▶ EXERCISE INSTRUCTIONS:
Output the records below again, precisely as they are written.

Saved data entries:

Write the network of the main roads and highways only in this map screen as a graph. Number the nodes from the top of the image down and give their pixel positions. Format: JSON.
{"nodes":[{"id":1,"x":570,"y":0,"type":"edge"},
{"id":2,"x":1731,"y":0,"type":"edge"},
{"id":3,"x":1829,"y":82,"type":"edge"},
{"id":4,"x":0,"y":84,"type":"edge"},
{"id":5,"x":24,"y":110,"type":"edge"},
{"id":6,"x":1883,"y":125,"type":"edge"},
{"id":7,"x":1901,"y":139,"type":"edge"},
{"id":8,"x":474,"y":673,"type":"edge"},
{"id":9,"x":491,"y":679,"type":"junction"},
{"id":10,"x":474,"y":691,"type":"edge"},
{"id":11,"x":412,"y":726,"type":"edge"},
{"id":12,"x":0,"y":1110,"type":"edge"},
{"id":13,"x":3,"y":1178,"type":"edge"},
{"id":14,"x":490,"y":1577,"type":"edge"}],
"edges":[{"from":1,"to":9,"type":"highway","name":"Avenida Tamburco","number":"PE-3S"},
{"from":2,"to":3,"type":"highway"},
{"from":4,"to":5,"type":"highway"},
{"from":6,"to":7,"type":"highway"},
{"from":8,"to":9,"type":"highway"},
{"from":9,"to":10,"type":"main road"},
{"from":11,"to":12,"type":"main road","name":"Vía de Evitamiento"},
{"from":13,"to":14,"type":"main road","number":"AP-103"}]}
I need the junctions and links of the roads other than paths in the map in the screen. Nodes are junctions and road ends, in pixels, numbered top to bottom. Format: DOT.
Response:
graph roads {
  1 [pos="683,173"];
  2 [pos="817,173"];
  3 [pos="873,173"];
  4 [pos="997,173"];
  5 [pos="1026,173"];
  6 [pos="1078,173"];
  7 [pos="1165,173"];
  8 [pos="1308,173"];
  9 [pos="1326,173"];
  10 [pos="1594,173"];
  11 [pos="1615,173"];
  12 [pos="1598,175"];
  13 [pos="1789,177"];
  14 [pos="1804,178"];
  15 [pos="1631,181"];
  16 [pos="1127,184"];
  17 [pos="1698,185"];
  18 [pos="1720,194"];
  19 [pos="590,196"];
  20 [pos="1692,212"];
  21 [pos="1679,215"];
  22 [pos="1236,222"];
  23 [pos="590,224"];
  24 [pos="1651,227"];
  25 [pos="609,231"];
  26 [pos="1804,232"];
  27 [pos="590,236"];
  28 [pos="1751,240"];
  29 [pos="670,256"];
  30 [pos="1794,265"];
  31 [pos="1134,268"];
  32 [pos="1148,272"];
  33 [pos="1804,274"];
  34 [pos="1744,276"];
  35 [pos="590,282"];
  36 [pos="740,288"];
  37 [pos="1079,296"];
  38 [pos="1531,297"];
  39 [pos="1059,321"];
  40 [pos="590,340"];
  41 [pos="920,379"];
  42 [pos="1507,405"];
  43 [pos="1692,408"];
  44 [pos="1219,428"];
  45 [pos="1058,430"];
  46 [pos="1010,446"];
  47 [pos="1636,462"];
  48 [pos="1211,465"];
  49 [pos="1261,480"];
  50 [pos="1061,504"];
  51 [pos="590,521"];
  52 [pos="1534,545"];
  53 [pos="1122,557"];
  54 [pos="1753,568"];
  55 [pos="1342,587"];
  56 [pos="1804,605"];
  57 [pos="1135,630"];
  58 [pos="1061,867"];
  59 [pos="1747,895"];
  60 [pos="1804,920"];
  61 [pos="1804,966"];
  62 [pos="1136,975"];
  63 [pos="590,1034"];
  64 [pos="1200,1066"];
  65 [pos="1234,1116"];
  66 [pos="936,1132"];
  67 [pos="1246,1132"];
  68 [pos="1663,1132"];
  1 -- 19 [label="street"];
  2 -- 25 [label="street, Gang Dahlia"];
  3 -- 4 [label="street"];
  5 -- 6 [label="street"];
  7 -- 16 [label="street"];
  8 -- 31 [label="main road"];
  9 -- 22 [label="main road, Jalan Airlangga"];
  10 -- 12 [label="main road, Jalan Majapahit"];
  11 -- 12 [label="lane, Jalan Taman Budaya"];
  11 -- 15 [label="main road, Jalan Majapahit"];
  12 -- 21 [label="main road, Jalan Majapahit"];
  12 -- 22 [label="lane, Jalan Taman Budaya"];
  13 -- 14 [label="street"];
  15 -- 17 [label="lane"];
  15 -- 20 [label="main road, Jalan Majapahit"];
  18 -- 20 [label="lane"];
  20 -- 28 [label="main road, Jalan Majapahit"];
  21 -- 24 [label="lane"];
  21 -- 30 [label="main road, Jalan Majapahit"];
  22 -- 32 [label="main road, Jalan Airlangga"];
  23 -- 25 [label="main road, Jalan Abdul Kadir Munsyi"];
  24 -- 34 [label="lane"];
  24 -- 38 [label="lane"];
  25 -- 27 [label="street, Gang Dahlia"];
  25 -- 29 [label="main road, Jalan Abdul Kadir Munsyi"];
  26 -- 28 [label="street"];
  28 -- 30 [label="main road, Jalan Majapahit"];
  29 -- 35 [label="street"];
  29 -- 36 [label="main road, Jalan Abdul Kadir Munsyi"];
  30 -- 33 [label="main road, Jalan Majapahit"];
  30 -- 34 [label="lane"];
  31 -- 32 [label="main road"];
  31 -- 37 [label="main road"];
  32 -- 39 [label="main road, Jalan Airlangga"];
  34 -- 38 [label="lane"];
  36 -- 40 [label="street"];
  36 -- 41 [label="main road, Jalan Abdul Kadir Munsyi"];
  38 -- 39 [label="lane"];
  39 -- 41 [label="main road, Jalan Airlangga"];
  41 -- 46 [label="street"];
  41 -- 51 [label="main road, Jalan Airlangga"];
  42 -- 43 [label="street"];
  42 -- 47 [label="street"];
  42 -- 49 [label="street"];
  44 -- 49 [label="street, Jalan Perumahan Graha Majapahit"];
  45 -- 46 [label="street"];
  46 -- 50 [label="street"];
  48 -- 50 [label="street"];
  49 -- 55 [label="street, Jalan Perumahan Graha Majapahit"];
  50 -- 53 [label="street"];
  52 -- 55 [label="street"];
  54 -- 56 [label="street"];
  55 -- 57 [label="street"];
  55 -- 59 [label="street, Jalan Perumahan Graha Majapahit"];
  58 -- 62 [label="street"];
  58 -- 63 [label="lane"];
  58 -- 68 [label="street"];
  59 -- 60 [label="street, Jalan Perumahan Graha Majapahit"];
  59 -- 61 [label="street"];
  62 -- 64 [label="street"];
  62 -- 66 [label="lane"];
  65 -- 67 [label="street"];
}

▶ OUTPUT FOR THIS TASK:
Write the network of the main roads and highways only in this map screen as a graph. Number the nodes from the top of the image down and give their pixel positions. Format: JSON.
{"nodes":[{"id":1,"x":570,"y":0,"type":"edge"},
{"id":2,"x":1731,"y":0,"type":"edge"},
{"id":3,"x":1829,"y":82,"type":"edge"},
{"id":4,"x":0,"y":84,"type":"edge"},
{"id":5,"x":24,"y":110,"type":"edge"},
{"id":6,"x":1883,"y":125,"type":"edge"},
{"id":7,"x":1901,"y":139,"type":"edge"},
{"id":8,"x":474,"y":673,"type":"edge"},
{"id":9,"x":491,"y":679,"type":"junction"},
{"id":10,"x":474,"y":691,"type":"edge"},
{"id":11,"x":412,"y":726,"type":"edge"},
{"id":12,"x":0,"y":1110,"type":"edge"},
{"id":13,"x":3,"y":1178,"type":"edge"},
{"id":14,"x":490,"y":1577,"type":"edge"}],
"edges":[{"from":1,"to":9,"type":"highway","name":"Avenida Tamburco","number":"PE-3S"},
{"from":2,"to":3,"type":"highway"},
{"from":4,"to":5,"type":"highway"},
{"from":6,"to":7,"type":"highway"},
{"from":8,"to":9,"type":"highway"},
{"from":9,"to":10,"type":"main road"},
{"from":11,"to":12,"type":"main road","name":"Vía de Evitamiento"},
{"from":13,"to":14,"type":"main road","number":"AP-103"}]}
I need the junctions and links of the roads other than paths in the map in the screen. Nodes are junctions and road ends, in pixels, numbered top to bottom. Format: DOT.
Response:
graph roads {
  1 [pos="683,173"];
  2 [pos="817,173"];
  3 [pos="873,173"];
  4 [pos="997,173"];
  5 [pos="1026,173"];
  6 [pos="1078,173"];
  7 [pos="1165,173"];
  8 [pos="1308,173"];
  9 [pos="1326,173"];
  10 [pos="1594,173"];
  11 [pos="1615,173"];
  12 [pos="1598,175"];
  13 [pos="1789,177"];
  14 [pos="1804,178"];
  15 [pos="1631,181"];
  16 [pos="1127,184"];
  17 [pos="1698,185"];
  18 [pos="1720,194"];
  19 [pos="590,196"];
  20 [pos="1692,212"];
  21 [pos="1679,215"];
  22 [pos="1236,222"];
  23 [pos="590,224"];
  24 [pos="1651,227"];
  25 [pos="609,231"];
  26 [pos="1804,232"];
  27 [pos="590,236"];
  28 [pos="1751,240"];
  29 [pos="670,256"];
  30 [pos="1794,265"];
  31 [pos="1134,268"];
  32 [pos="1148,272"];
  33 [pos="1804,274"];
  34 [pos="1744,276"];
  35 [pos="590,282"];
  36 [pos="740,288"];
  37 [pos="1079,296"];
  38 [pos="1531,297"];
  39 [pos="1059,321"];
  40 [pos="590,340"];
  41 [pos="920,379"];
  42 [pos="1507,405"];
  43 [pos="1692,408"];
  44 [pos="1219,428"];
  45 [pos="1058,430"];
  46 [pos="1010,446"];
  47 [pos="1636,462"];
  48 [pos="1211,465"];
  49 [pos="1261,480"];
  50 [pos="1061,504"];
  51 [pos="590,521"];
  52 [pos="1534,545"];
  53 [pos="1122,557"];
  54 [pos="1753,568"];
  55 [pos="1342,587"];
  56 [pos="1804,605"];
  57 [pos="1135,630"];
  58 [pos="1061,867"];
  59 [pos="1747,895"];
  60 [pos="1804,920"];
  61 [pos="1804,966"];
  62 [pos="1136,975"];
  63 [pos="590,1034"];
  64 [pos="1200,1066"];
  65 [pos="1234,1116"];
  66 [pos="936,1132"];
  67 [pos="1246,1132"];
  68 [pos="1663,1132"];
  1 -- 19 [label="street"];
  2 -- 25 [label="street, Gang Dahlia"];
  3 -- 4 [label="street"];
  5 -- 6 [label="street"];
  7 -- 16 [label="street"];
  8 -- 31 [label="main road"];
  9 -- 22 [label="main road, Jalan Airlangga"];
  10 -- 12 [label="main road, Jalan Majapahit"];
  11 -- 12 [label="lane, Jalan Taman Budaya"];
  11 -- 15 [label="main road, Jalan Majapahit"];
  12 -- 21 [label="main road, Jalan Majapahit"];
  12 -- 22 [label="lane, Jalan Taman Budaya"];
  13 -- 14 [label="street"];
  15 -- 17 [label="lane"];
  15 -- 20 [label="main road, Jalan Majapahit"];
  18 -- 20 [label="lane"];
  20 -- 28 [label="main road, Jalan Majapahit"];
  21 -- 24 [label="lane"];
  21 -- 30 [label="main road, Jalan Majapahit"];
  22 -- 32 [label="main road, Jalan Airlangga"];
  23 -- 25 [label="main road, Jalan Abdul Kadir Munsyi"];
  24 -- 34 [label="lane"];
  24 -- 38 [label="lane"];
  25 -- 27 [label="street, Gang Dahlia"];
  25 -- 29 [label="main road, Jalan Abdul Kadir Munsyi"];
  26 -- 28 [label="street"];
  28 -- 30 [label="main road, Jalan Majapahit"];
  29 -- 35 [label="street"];
  29 -- 36 [label="main road, Jalan Abdul Kadir Munsyi"];
  30 -- 33 [label="main road, Jalan Majapahit"];
  30 -- 34 [label="lane"];
  31 -- 32 [label="main road"];
  31 -- 37 [label="main road"];
  32 -- 39 [label="main road, Jalan Airlangga"];
  34 -- 38 [label="lane"];
  36 -- 40 [label="street"];
  36 -- 41 [label="main road, Jalan Abdul Kadir Munsyi"];
  38 -- 39 [label="lane"];
  39 -- 41 [label="main road, Jalan Airlangga"];
  41 -- 46 [label="street"];
  41 -- 51 [label="main road, Jalan Airlangga"];
  42 -- 43 [label="street"];
  42 -- 47 [label="street"];
  42 -- 49 [label="street"];
  44 -- 49 [label="street, Jalan Perumahan Graha Majapahit"];
  45 -- 46 [label="street"];
  46 -- 50 [label="street"];
  48 -- 50 [label="street"];
  49 -- 55 [label="street, Jalan Perumahan Graha Majapahit"];
  50 -- 53 [label="street"];
  52 -- 55 [label="street"];
  54 -- 56 [label="street"];
  55 -- 57 [label="street"];
  55 -- 59 [label="street, Jalan Perumahan Graha Majapahit"];
  58 -- 62 [label="street"];
  58 -- 63 [label="lane"];
  58 -- 68 [label="street"];
  59 -- 60 [label="street, Jalan Perumahan Graha Majapahit"];
  59 -- 61 [label="street"];
  62 -- 64 [label="street"];
  62 -- 66 [label="lane"];
  65 -- 67 [label="street"];
}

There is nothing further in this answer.